Guest Post: Heightened Pleading Standards for US Patent Cases?

We’re happy to bring our readers a post from a friend of the blog and one of our regular guest bloggers, Chris Ohly, a leading patent litigator in the US. This post concerns a recent US case that imposes heightened standards for pleading in complaints in patent cases. For those interested, Chris has also made available a more detailed version of this post along with related case materials here. As he states there, “Heightened pleading requirements will alter the course of all patent litigation, including suits for alleged infringement of pharmaceutical and biologic patents.”

Heightened Pleading Standards in US

In recent cases, in proposed legislation and in draft amendments to the Federal Rules of Civil Procedure, consideration has been given to the impact in patent litigation of the Supreme Court’s decisions in Bell Atlantic v. Twombly, and Ashcroft v. Iqbal.  Courts have found constraint in the Federal Rules, refusing to apply the heightened standards of “notice pleading” mandated by Twombly and Iqbal.  Substantial pressure has arisen to apply such heightened pleading standards in patent cases, as it is in other complex litigation.  Elevated standards would alter the course of all patent litigation, including suits for alleged infringement of pharmaceutical and biologic patents.

In Macronix International, Ltd. v.  Spansion, Inc., Civil No. 3:13cv679 (E.D.Va. March 10, 2014), the court dismissed a lengthy patent complaint, with leave to amend, applying the heightened pleading standards announced in Twonbly and Iqbal.  In stern language, the court said:

“Satisfying the requirements of Twombly and Iqbal, of course, will require counsel to focus complaints only on viable claims.  Thus, before filing a complaint, counsel must ascertain exactly what claims should alleged to be infringed and how they are infringed.  That can be done with brevity and clarity if counsel know at the outset their theories of infringement and what can, and cannot, be said about allegedly infringing conduct.  That, in turn, may well, indeed likely will, require expert assistance.  And, it will mean taking great care when crafting a succinct, but sufficient, patent complaint. But, that is not asking too much.

Indeed, it is high time that counsel in patent cases do all of that work before filing a complaint. That, of course, will serve to winnow out weak (or even baseless) claims and will protect defendants from the need to prepare defenses for the many claims that inevitably fall by the way side in patent cases.  That also will serve to reduce the expense and burden of this kind of litigation to both parties which, like the antitrust litigation in Twombly, is onerous.  The current practice is to file a Form 18 complaint and then, using claim charts, prior art charts, discovery, and motions, to pare claims that ought not to have been brought or that cannot withstand careful scrutiny.  That process has proven to be an increasingly expensive proposition for the parties and one that takes a tremendous toll on already strained judicial resources.
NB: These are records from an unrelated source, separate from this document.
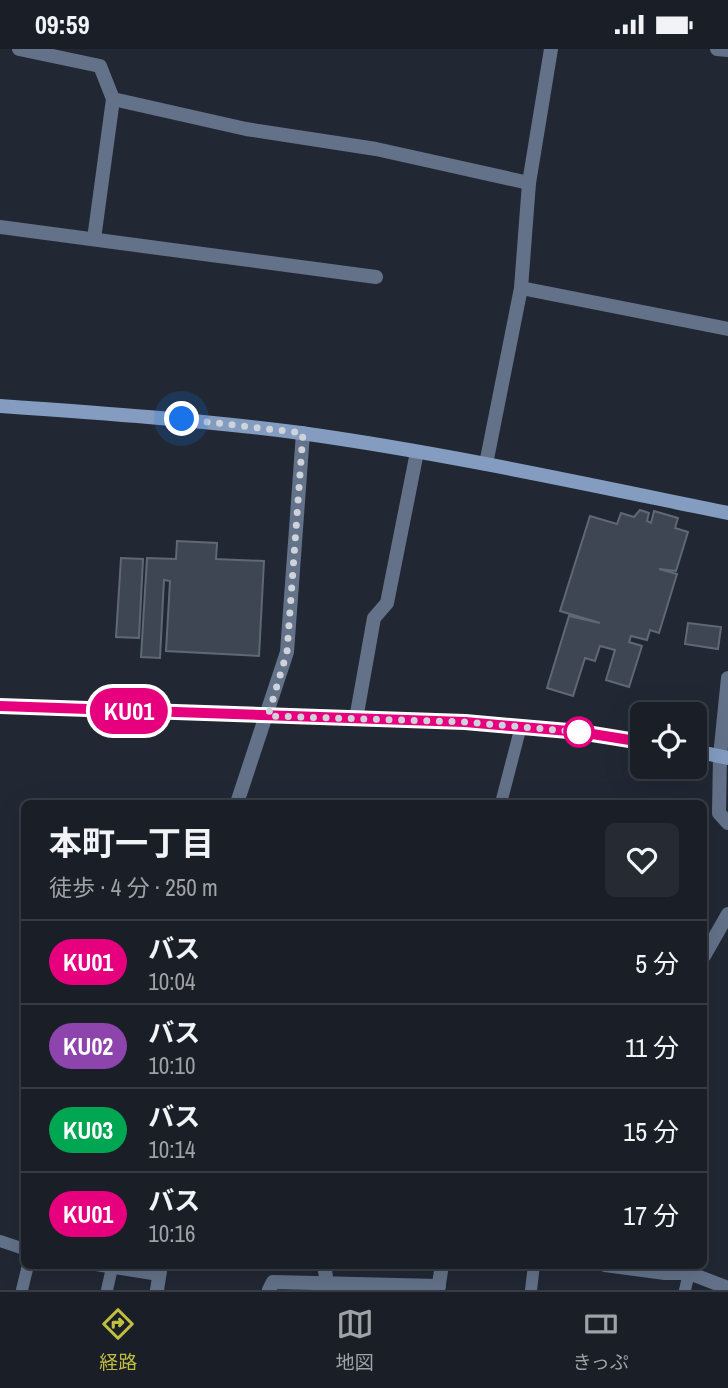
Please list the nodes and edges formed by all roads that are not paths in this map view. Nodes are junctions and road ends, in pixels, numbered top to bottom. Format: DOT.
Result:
graph roads {
  1 [pos="19,49"];
  2 [pos="551,49"];
  3 [pos="717,49"];
  4 [pos="728,50"];
  5 [pos="113,99"];
  6 [pos="529,183"];
  7 [pos="0,227"];
  8 [pos="94,239"];
  9 [pos="376,277"];
  10 [pos="522,288"];
  11 [pos="728,329"];
  12 [pos="0,406"];
  13 [pos="303,433"];
  14 [pos="417,452"];
  15 [pos="486,464"];
  16 [pos="728,513"];
  17 [pos="728,678"];
  18 [pos="0,706"];
  19 [pos="268,716"];
  20 [pos="356,719"];
  21 [pos="521,726"];
  22 [pos="630,740"];
  23 [pos="724,757"];
  24 [pos="238,800"];
  25 [pos="502,800"];
  26 [pos="728,823"];
  27 [pos="728,914"];
  28 [pos="707,951"];
  29 [pos="0,1241"];
  30 [pos="21,1248"];
  31 [pos="27,1269"];
  32 [pos="112,1269"];
  33 [pos="117,1269"];
  34 [pos="325,1269"];
  35 [pos="441,1269"];
  36 [pos="534,1269"];
  37 [pos="635,1269"];
  38 [pos="690,1272"];
  39 [pos="159,1277"];
  40 [pos="327,1283"];
  41 [pos="439,1288"];
  42 [pos="728,1288"];
  43 [pos="22,1290"];
  44 [pos="107,1290"];
  45 [pos="269,1290"];
  46 [pos="531,1290"];
  47 [pos="685,1290"];
  1 -- 5 [label="street"];
  2 -- 6 [label="street"];
  3 -- 4 [label="street"];
  5 -- 6 [label="street"];
  5 -- 8 [label="street"];
  6 -- 10 [label="street"];
  7 -- 8 [label="street"];
  8 -- 9 [label="street"];
  10 -- 11 [label="street"];
  10 -- 15 [label="street"];
  12 -- 13 [label="street"];
  13 -- 14 [label="street"];
  13 -- 19 [label="street"];
  14 -- 15 [label="street"];
  14 -- 20 [label="street"];
  15 -- 16 [label="street"];
  17 -- 23 [label="street"];
  18 -- 19 [label="street"];
  19 -- 20 [label="street"];
  19 -- 24 [label="street"];
  20 -- 21 [label="street"];
  21 -- 22 [label="street"];
  21 -- 25 [label="lane"];
  23 -- 26 [label="street"];
  27 -- 28 [label="street"];
  29 -- 30 [label="lane"];
  31 -- 43 [label="lane"];
  32 -- 44 [label="lane"];
  33 -- 39 [label="lane"];
  34 -- 40 [label="street"];
  35 -- 41 [label="street"];
  36 -- 46 [label="lane"];
  37 -- 38 [label="street"];
  38 -- 42 [label="street"];
  38 -- 47 [label="lane"];
  40 -- 41 [label="street"];
  40 -- 45 [label="street"];
}
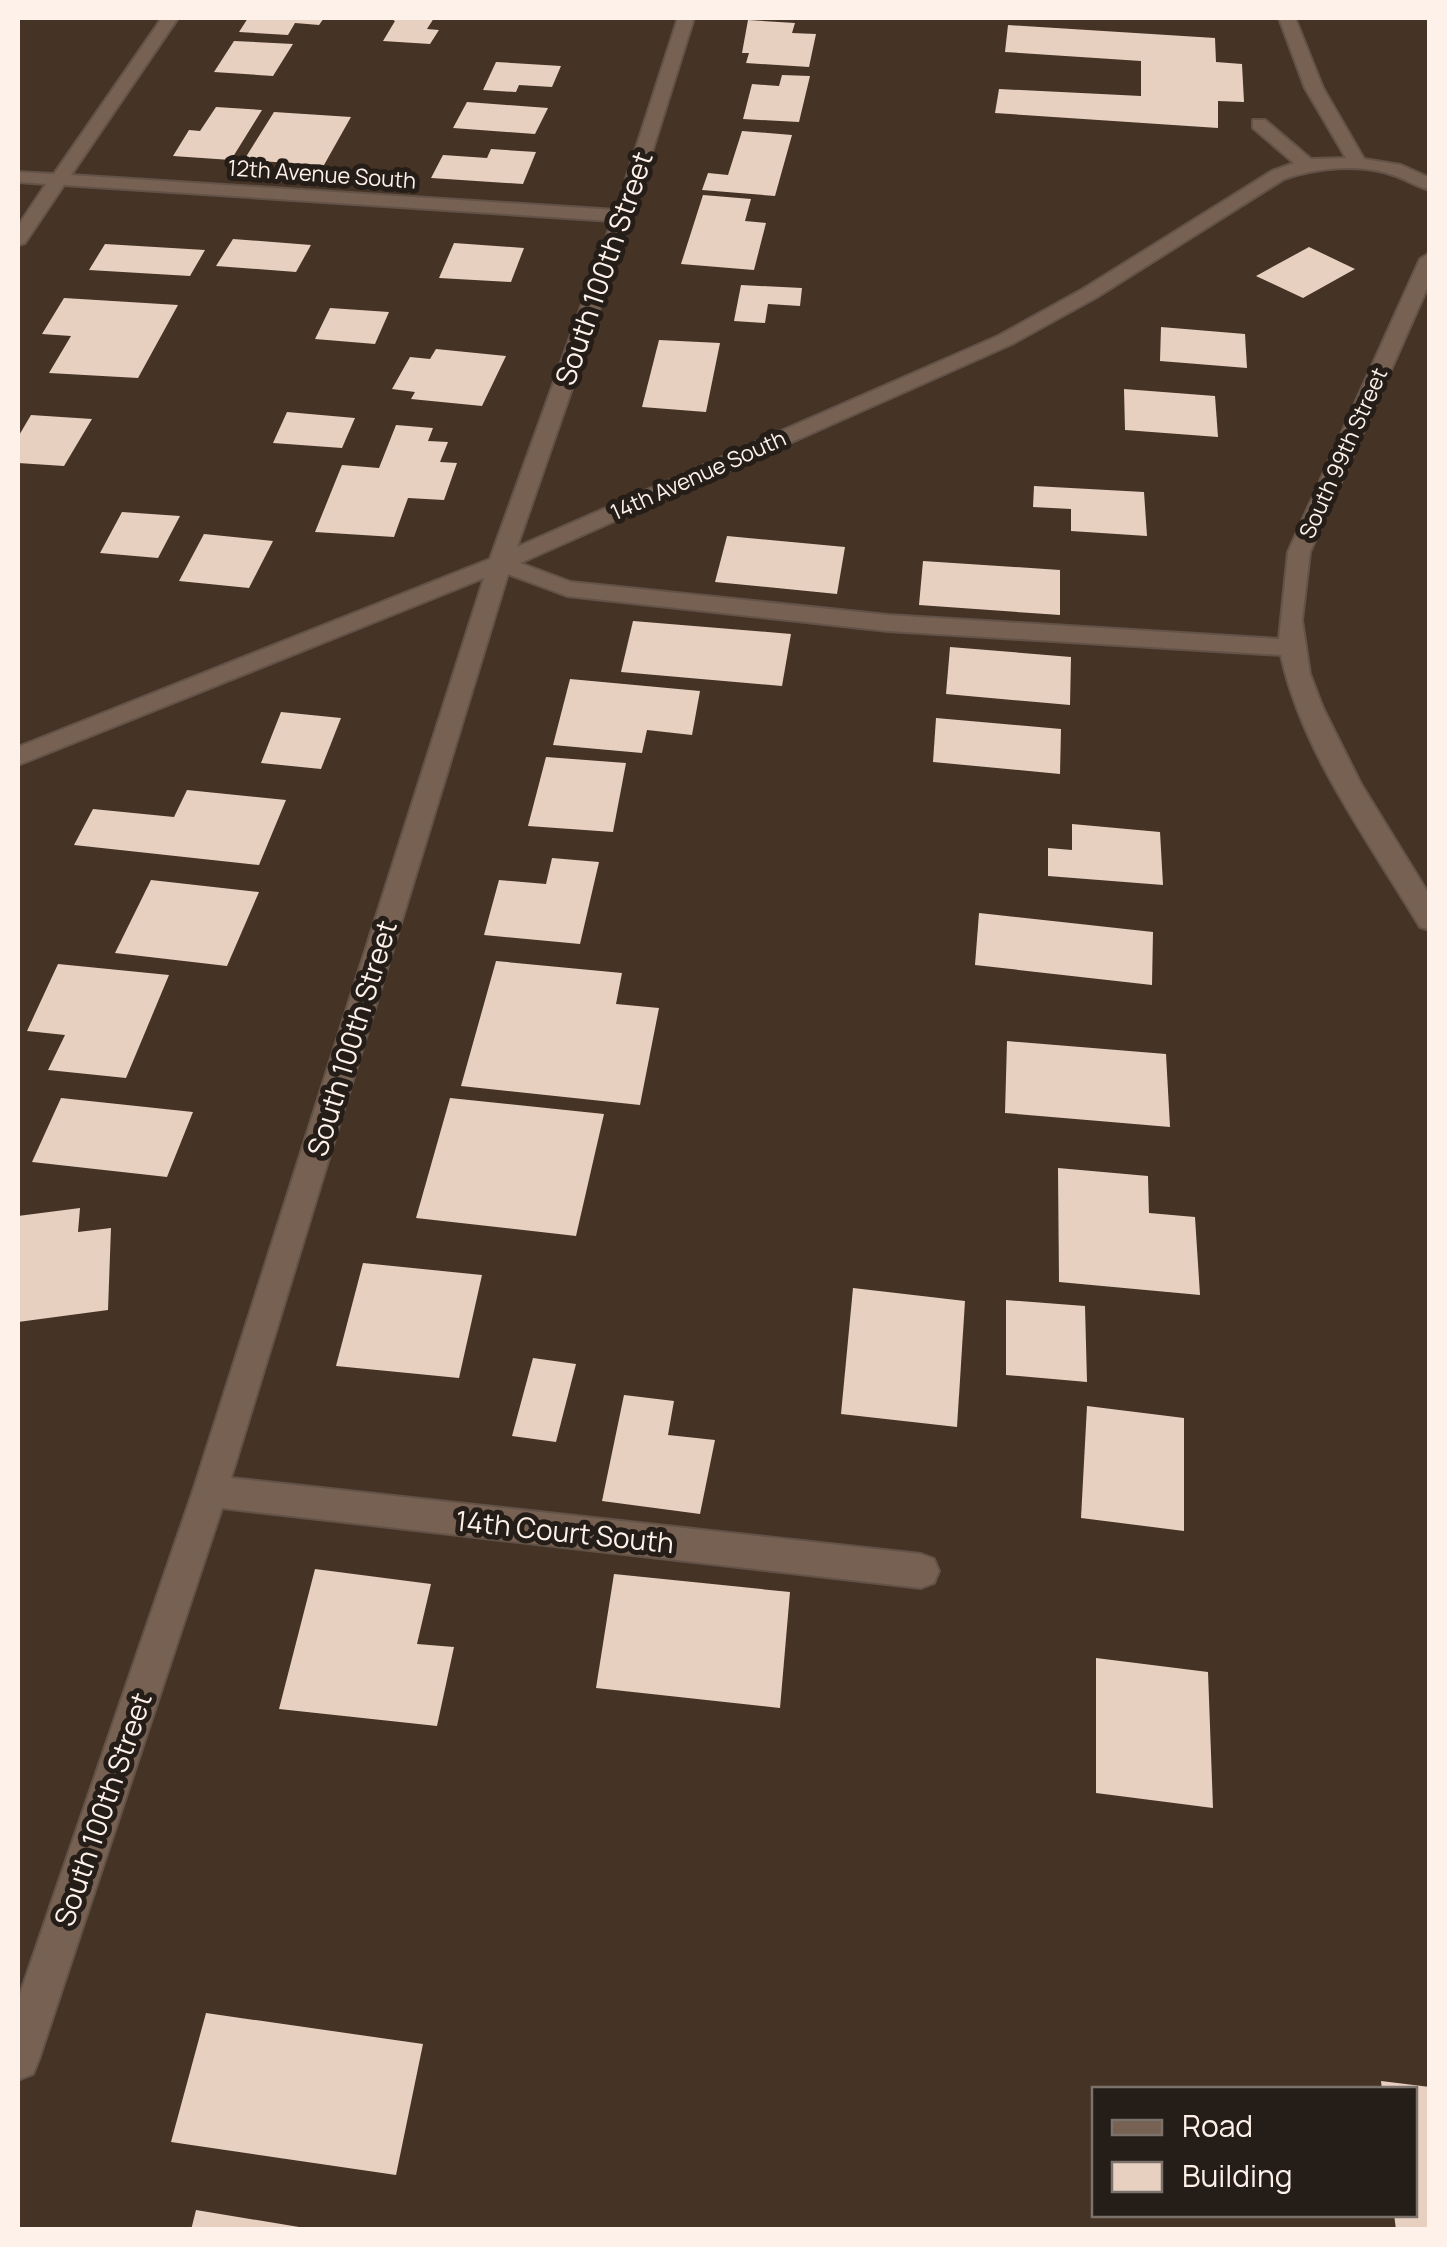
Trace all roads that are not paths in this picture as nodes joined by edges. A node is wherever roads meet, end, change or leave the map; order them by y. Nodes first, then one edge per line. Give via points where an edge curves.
1 (170, 18) edge
2 (686, 18) edge
3 (1287, 18) edge
4 (1259, 124) dead end
5 (1358, 163) junction
6 (1307, 165) junction
7 (18, 176) edge
8 (59, 180) junction
9 (1430, 185) edge
10 (623, 216) junction
11 (18, 238) edge
12 (1430, 260) edge
13 (500, 563) junction
14 (1291, 648) junction
15 (18, 756) edge
16 (1430, 920) edge
17 (210, 1491) junction
18 (920, 1570) dead end
19 (18, 2059) edge

1 - 8 street
2 - 10 street, South 100th Street
3 - 5 street via 1314,88
4 - 6 street
5 - 6 street, 14th Avenue South
5 - 9 street via 1395,169
6 - 13 street, 14th Avenue South via 1278,175 1005,340
7 - 8 street, 12th Avenue South
8 - 10 street, 12th Avenue South
8 - 11 street
10 - 13 street, South 100th Street
12 - 14 street, South 99th Street via 1299,552 1290,598
13 - 14 street via 567,589 888,623
13 - 15 street, 14th Avenue South
13 - 17 street, South 100th Street
14 - 16 street, South 99th Street via 1306,701
17 - 18 street, 14th Court South
17 - 19 street, South 100th Street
There is no logical reason to exempt patent complaints from the plausibility requirements that apply to all other federal complaints.  If counsel will but accept the task, the expense of patent litigation and the burden on the courts will be reduced.  If they will not, their cases will be dismissed and they may face sanctions. But neither is necessary.”

Macronix International, Slip Op. at 13 – 15.

Given the specific context in which Hatch-Waxman suits are commenced, heightened pleading requirements will be a useful and productive means of reducing the time and expense consumed in suits for alleged infringement of pharmaceutical patents.

A longer comment about the recent decision in Macronix International, together with supporting materials, can be found here:
https://drive.google.com/folderview?id=0B1kt-_MZDESXMExER1FndEk5QVE&usp=sharing

As always, the views expressed in this post are my own and do not necessarily reflect the views of any law firm, or of any of other attorneys or clients. Nothing in this post is intended to provide any form of legal advice.